The situation is quite different for chronic fatigue syndrome, an illness whose existence and even name are still disputed sixty years after the first modern clinical descriptions (1-3). It is not uncommon for a person with CFS to visit many physicians before a diagnosis is made, and even after diagnosis, patients state that they are unable to find a primary care physician who will look after them. It is disturbing to hear patients state that their doctor "does not believe in chronic fatigue syndrome", as if this condition were a religion or cult. CFS is not a religion, it is a medical condition that causes great hardship to those who experience it.
The crisis faced by those suffering from chronic fatigue syndrome is not due to the widespread assumption that it is a psychiatric disease. It is the result of the inability of society, governmental agencies, and the medical profession to accept that it exists at all. All illnesses exist as an interplay between mind and body. Diabetes mellitus can be interpreted as a psychiatric condition because emotions are important in the regulation of blood sugar. Schizophrenia has traditionally been considered a psychiatric condition, yet recent research suggests that it may be an organic disease. For the most part, modern medicine has coped well with both organic and psychiatric illness, affording compassionate and supportive care. But patients with CFS have been lost between arguing primary care physicians and specialists, generally experiencing neither support nor compassion. Medical care has traditionally been excellent in allowing the ill patient dignity, except in the case of chronic fatigue syndrome.
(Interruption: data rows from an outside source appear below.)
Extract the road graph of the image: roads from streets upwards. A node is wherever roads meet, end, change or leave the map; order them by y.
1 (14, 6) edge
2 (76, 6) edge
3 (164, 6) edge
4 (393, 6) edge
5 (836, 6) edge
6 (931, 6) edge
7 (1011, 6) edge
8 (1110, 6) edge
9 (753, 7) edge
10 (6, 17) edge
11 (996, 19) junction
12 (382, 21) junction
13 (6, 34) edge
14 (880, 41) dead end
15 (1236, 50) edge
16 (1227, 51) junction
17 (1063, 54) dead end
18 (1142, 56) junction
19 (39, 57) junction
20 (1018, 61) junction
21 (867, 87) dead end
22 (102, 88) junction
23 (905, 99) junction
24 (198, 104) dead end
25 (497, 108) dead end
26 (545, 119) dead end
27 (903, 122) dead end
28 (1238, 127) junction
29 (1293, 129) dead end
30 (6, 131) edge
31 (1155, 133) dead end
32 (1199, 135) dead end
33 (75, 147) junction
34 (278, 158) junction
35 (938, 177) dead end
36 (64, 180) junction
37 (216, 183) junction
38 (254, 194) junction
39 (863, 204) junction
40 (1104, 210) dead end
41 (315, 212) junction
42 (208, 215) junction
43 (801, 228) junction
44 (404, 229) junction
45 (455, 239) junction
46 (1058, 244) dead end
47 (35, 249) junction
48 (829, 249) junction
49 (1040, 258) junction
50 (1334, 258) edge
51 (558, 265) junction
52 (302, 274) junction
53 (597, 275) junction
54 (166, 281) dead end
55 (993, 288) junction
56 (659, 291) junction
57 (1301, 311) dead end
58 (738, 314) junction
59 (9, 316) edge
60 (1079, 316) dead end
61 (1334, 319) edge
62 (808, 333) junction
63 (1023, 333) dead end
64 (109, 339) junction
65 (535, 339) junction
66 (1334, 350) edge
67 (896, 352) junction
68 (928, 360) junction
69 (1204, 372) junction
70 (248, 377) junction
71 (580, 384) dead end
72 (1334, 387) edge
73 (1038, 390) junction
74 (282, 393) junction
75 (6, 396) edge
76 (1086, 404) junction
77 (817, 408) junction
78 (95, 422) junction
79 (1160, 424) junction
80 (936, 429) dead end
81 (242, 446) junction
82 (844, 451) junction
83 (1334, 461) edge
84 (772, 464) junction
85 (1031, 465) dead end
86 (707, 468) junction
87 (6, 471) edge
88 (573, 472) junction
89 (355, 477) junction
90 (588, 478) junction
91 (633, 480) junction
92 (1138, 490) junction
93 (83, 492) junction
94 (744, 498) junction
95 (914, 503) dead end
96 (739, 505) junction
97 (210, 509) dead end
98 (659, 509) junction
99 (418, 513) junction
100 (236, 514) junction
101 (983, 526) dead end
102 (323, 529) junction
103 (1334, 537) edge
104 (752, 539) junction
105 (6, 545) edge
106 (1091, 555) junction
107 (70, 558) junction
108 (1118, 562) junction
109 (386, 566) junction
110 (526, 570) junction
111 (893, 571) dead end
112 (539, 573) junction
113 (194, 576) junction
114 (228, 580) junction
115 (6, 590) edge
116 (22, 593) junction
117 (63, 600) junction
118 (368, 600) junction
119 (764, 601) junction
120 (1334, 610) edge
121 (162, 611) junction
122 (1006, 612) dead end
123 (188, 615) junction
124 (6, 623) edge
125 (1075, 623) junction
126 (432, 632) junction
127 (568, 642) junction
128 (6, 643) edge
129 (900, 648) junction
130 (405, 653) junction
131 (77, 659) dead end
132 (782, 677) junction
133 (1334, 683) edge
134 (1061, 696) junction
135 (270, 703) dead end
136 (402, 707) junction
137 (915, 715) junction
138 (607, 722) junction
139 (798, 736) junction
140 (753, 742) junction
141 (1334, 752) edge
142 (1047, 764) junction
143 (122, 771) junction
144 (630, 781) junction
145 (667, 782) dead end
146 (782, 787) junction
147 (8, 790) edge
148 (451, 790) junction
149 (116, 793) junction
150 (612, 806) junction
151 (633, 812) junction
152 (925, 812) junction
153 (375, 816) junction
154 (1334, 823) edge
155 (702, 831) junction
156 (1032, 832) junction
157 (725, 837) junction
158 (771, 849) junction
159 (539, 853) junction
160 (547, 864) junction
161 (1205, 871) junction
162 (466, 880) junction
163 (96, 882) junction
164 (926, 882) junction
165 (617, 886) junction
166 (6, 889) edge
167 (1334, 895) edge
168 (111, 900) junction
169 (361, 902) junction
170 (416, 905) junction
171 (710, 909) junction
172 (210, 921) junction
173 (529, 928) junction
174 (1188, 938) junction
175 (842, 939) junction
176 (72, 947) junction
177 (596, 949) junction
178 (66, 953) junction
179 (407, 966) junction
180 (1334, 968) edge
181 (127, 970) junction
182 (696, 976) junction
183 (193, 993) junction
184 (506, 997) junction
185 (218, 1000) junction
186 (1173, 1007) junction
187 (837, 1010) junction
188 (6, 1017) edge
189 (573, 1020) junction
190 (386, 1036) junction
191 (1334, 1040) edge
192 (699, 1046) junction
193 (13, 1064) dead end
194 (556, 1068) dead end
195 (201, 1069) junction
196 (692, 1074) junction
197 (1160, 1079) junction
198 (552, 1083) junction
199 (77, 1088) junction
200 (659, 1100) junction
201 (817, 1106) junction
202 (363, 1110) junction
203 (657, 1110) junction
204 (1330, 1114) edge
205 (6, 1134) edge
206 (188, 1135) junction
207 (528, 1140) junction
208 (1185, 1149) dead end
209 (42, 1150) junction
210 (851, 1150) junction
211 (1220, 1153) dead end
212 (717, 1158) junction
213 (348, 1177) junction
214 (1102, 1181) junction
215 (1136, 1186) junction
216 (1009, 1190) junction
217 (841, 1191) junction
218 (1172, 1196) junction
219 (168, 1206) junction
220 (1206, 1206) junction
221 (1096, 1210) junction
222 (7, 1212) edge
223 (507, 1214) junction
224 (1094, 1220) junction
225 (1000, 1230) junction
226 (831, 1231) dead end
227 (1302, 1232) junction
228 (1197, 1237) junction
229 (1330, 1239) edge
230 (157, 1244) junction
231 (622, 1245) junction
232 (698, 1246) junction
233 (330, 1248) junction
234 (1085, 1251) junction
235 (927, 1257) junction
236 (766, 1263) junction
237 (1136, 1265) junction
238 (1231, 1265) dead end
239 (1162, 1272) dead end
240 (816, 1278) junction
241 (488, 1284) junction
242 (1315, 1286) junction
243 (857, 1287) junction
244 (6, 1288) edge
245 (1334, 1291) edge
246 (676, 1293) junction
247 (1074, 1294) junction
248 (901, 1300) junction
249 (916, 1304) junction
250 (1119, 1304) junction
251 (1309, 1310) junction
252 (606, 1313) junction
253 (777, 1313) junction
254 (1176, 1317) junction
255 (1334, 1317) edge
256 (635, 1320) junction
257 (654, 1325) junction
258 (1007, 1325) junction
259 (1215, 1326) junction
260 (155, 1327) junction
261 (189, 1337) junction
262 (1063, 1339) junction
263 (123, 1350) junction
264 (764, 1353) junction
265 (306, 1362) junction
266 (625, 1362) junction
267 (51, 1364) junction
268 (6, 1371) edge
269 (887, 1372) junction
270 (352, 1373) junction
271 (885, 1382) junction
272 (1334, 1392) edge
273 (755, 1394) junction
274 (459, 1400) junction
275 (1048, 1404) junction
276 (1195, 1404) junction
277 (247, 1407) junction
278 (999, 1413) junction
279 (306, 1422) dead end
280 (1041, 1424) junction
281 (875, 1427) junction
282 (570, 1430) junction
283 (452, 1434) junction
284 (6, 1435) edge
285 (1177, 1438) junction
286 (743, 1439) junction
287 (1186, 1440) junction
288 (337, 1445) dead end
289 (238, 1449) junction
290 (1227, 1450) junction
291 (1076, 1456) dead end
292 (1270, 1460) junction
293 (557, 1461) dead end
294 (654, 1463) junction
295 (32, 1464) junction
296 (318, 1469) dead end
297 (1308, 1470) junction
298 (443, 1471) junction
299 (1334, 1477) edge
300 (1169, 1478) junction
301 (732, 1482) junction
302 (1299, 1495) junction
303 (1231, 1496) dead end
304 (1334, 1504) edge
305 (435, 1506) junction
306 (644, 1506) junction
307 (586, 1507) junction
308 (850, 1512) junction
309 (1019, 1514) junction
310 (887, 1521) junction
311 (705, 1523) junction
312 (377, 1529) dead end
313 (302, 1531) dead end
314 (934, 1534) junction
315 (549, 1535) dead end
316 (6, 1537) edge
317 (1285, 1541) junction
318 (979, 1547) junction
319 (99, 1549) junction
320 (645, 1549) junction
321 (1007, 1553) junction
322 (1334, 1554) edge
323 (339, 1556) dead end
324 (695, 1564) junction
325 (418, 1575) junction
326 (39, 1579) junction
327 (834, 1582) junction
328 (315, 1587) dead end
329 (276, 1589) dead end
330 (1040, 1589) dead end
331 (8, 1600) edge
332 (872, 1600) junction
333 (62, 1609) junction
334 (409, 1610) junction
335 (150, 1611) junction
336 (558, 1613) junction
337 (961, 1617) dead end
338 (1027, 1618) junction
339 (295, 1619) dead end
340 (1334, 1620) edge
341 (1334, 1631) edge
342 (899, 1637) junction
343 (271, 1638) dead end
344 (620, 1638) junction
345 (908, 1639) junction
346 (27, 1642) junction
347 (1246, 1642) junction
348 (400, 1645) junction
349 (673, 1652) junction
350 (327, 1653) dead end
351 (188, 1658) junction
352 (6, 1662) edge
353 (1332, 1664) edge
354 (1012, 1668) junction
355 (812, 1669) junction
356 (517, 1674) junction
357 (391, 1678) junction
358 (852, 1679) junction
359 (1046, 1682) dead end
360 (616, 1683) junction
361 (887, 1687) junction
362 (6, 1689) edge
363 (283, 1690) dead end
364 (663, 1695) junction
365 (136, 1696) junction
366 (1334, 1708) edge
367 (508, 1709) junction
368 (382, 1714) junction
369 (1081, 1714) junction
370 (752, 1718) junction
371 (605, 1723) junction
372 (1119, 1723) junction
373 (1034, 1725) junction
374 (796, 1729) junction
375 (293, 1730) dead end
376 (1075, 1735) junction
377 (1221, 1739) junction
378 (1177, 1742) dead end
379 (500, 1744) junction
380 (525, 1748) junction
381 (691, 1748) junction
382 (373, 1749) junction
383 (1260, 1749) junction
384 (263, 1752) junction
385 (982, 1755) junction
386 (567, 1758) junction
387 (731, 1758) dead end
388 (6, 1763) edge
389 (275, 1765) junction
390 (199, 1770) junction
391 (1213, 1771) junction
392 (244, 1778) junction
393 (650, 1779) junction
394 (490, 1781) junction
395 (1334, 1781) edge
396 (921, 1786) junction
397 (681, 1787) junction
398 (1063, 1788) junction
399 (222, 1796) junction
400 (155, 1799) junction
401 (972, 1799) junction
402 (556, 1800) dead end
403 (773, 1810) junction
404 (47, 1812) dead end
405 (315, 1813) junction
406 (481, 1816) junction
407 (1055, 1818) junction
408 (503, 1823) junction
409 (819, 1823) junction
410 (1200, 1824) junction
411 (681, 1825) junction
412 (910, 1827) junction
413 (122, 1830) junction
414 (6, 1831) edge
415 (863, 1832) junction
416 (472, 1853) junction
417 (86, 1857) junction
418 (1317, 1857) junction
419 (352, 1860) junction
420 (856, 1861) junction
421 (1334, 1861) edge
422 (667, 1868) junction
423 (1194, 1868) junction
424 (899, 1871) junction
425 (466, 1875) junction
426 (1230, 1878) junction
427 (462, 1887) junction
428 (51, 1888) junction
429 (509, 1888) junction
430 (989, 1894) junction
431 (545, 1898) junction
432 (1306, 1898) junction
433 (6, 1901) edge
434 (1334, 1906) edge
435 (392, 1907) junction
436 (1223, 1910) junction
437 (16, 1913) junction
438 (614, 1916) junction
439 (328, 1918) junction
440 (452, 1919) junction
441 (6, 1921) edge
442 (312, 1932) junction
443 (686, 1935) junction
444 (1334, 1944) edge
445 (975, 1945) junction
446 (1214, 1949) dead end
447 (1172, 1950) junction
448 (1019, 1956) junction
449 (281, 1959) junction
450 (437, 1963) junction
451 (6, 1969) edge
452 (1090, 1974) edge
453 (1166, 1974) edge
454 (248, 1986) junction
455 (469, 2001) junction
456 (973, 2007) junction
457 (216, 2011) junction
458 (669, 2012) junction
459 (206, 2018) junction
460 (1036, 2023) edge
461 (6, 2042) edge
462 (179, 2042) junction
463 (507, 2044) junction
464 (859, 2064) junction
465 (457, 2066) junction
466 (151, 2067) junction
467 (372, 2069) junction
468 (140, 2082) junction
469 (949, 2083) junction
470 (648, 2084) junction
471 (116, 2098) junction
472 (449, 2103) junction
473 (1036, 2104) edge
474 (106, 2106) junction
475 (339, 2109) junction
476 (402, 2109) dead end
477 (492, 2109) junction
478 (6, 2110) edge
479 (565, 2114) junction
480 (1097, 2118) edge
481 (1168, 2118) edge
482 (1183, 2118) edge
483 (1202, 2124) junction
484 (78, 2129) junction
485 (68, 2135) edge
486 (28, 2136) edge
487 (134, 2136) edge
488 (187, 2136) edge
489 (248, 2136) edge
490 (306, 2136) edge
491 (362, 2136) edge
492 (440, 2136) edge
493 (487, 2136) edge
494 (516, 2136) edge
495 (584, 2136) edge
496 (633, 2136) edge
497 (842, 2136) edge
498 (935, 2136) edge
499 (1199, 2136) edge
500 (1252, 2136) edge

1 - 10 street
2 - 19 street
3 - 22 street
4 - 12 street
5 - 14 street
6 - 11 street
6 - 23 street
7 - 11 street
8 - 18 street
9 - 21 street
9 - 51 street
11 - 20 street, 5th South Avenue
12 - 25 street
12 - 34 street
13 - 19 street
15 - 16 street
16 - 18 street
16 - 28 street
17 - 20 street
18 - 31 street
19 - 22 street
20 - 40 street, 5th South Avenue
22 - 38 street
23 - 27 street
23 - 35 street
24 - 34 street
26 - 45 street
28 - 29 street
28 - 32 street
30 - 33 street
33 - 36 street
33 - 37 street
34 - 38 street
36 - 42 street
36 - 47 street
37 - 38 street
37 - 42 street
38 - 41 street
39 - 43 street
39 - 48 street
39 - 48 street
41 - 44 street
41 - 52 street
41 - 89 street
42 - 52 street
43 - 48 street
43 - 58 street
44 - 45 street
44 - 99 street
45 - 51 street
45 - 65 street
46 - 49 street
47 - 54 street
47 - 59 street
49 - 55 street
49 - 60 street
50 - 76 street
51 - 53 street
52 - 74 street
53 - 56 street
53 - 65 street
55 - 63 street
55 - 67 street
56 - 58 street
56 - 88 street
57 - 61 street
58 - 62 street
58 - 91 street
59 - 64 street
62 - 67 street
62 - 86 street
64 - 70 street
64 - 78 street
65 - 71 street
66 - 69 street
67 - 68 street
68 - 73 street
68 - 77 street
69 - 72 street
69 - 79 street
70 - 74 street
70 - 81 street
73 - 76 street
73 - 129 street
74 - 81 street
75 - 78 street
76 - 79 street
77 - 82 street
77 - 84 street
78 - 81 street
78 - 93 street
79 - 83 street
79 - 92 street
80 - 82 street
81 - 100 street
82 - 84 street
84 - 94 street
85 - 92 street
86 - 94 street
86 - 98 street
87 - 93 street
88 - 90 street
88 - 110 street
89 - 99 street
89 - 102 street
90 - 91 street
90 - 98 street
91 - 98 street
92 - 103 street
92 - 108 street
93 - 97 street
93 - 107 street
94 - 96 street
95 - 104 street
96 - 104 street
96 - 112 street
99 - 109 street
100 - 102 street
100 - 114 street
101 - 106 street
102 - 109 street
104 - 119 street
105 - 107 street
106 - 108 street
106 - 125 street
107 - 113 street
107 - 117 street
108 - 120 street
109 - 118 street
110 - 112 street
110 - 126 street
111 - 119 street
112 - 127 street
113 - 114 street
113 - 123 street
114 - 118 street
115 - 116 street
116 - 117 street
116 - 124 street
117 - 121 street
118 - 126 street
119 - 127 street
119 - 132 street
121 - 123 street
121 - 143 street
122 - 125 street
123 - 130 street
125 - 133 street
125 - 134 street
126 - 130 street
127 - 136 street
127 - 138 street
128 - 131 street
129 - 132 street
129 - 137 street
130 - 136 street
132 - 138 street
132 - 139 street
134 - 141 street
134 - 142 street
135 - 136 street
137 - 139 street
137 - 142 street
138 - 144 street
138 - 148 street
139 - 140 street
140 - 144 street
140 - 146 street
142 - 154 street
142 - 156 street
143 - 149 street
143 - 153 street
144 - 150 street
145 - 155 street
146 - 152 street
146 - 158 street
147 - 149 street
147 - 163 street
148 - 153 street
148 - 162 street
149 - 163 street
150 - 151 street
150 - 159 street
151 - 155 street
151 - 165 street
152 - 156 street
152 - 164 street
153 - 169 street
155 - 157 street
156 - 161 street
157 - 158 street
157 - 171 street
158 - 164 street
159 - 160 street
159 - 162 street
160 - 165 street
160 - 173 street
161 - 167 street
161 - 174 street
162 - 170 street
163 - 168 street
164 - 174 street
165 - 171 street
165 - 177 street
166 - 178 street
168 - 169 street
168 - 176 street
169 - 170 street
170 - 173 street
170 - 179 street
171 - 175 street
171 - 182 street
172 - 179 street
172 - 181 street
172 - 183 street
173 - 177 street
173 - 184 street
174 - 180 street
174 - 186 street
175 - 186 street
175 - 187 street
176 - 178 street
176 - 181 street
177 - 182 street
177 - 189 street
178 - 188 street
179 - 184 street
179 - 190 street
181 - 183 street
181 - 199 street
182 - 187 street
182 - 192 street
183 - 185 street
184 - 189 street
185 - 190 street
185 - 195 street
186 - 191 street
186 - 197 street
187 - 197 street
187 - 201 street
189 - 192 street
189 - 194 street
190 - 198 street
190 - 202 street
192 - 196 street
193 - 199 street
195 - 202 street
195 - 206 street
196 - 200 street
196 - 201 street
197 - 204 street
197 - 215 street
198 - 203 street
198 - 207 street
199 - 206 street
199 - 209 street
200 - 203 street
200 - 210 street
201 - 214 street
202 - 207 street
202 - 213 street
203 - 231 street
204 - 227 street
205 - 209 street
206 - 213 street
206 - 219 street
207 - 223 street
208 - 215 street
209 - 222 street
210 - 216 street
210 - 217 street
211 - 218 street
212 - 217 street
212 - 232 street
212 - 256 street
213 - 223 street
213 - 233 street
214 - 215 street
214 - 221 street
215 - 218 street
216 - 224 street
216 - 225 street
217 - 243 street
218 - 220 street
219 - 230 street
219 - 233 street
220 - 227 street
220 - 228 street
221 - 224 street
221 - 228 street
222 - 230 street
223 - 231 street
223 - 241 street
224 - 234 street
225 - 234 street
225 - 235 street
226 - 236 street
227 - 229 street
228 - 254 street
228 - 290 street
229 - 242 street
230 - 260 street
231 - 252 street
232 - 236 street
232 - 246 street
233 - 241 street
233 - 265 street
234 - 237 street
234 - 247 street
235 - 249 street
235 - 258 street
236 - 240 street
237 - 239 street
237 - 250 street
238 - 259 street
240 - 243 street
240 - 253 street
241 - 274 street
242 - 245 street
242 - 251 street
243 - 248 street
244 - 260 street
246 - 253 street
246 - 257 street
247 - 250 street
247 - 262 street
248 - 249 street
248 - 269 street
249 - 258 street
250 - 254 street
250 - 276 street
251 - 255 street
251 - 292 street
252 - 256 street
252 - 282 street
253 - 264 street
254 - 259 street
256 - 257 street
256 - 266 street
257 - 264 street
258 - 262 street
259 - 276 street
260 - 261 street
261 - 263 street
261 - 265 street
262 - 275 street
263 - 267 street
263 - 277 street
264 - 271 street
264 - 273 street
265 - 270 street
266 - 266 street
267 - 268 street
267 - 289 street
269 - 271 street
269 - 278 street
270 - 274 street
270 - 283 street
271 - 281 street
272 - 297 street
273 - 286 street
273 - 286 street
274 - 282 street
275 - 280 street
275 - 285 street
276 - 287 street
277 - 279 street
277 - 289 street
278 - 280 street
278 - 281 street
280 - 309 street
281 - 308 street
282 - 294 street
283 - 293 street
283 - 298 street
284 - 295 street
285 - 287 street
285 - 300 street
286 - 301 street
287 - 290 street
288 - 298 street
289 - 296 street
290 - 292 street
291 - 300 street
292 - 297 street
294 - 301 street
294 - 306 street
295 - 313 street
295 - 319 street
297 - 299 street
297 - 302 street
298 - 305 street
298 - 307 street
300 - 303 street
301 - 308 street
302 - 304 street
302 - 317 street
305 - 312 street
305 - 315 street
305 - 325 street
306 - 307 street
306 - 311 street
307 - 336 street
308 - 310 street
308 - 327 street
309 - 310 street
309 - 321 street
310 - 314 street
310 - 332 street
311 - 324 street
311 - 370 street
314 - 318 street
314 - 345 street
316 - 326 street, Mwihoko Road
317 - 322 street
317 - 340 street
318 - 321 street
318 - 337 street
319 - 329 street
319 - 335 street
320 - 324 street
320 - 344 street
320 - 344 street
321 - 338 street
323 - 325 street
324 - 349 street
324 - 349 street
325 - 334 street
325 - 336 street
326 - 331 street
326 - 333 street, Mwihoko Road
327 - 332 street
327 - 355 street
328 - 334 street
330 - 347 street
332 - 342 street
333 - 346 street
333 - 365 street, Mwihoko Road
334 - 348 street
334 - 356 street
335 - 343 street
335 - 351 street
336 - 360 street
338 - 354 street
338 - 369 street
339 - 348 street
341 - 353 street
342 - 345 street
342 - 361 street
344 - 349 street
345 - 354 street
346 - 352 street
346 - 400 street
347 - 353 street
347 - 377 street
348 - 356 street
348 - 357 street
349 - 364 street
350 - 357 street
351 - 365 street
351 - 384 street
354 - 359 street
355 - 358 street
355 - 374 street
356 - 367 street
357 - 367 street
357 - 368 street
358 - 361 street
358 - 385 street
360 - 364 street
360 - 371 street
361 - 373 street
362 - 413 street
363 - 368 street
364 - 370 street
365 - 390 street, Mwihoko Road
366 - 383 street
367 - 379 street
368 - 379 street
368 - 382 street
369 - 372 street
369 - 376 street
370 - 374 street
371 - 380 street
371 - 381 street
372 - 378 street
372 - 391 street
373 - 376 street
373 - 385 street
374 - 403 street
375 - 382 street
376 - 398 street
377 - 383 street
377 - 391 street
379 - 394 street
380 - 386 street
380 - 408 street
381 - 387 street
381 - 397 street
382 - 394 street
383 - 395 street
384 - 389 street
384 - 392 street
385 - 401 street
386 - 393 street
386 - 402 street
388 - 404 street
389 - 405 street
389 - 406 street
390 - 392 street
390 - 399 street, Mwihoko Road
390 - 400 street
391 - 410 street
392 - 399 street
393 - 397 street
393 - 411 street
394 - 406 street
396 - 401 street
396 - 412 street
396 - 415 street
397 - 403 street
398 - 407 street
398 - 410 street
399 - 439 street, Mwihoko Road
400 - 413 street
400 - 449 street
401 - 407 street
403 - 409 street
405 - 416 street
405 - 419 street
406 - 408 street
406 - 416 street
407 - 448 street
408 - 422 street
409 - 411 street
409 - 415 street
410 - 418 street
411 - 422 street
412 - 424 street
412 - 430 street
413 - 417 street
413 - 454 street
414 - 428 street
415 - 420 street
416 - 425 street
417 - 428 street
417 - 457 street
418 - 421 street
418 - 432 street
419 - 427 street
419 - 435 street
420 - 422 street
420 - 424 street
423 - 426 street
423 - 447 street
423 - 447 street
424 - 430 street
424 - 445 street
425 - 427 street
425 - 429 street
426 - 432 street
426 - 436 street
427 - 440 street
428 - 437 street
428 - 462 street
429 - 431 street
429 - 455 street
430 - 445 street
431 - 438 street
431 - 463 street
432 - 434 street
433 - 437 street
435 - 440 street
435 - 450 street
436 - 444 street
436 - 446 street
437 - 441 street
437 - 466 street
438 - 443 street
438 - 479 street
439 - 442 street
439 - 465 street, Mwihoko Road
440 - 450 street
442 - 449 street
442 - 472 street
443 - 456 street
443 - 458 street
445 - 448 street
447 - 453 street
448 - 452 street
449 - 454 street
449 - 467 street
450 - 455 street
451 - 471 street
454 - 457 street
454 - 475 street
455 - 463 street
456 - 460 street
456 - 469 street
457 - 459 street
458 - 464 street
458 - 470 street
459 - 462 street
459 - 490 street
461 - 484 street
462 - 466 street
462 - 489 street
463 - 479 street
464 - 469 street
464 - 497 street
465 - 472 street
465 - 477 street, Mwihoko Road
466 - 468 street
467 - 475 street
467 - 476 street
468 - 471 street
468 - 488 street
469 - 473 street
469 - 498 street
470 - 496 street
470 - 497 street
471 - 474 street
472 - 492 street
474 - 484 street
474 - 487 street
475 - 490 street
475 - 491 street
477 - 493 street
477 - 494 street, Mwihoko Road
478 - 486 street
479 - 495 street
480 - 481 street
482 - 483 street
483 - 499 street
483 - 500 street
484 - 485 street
Basic to this problem has been that medical practitioners do not perceive CFS as an illness. The label of psychiatric disease has been used as a polite term for hypochondriasis. The harried primary care physician struggles to keep up with well described illnesses; there is little time left over for the complexities of an illness that does not show up on simple testing. It is easier to assume the patient is fabricating. An improvement in care would exist if CFS patients were to receive the same level of care afforded to patients with established psychiatric disease.
Children with CFS have been described in the medical literature (4,5), but their condition is more urgent than that of adults. They are less able to speak forcefully for themselves in front of an authority who tells them that they are imagining symptoms. Parents become spokespersons and are then accused of being overly involved. The most frequent response elicited in a child with CFS is to pretend to be well, a response that will meet with approval from the physician, the school, and even family. However this response, even in those children lucky enough to be able to attempt it, has its drawbacks, as it leads to somatic identity confusion. I have seen adults quite ill with CFS since childhood, who ignore half of their life because they are convinced they must be crazy.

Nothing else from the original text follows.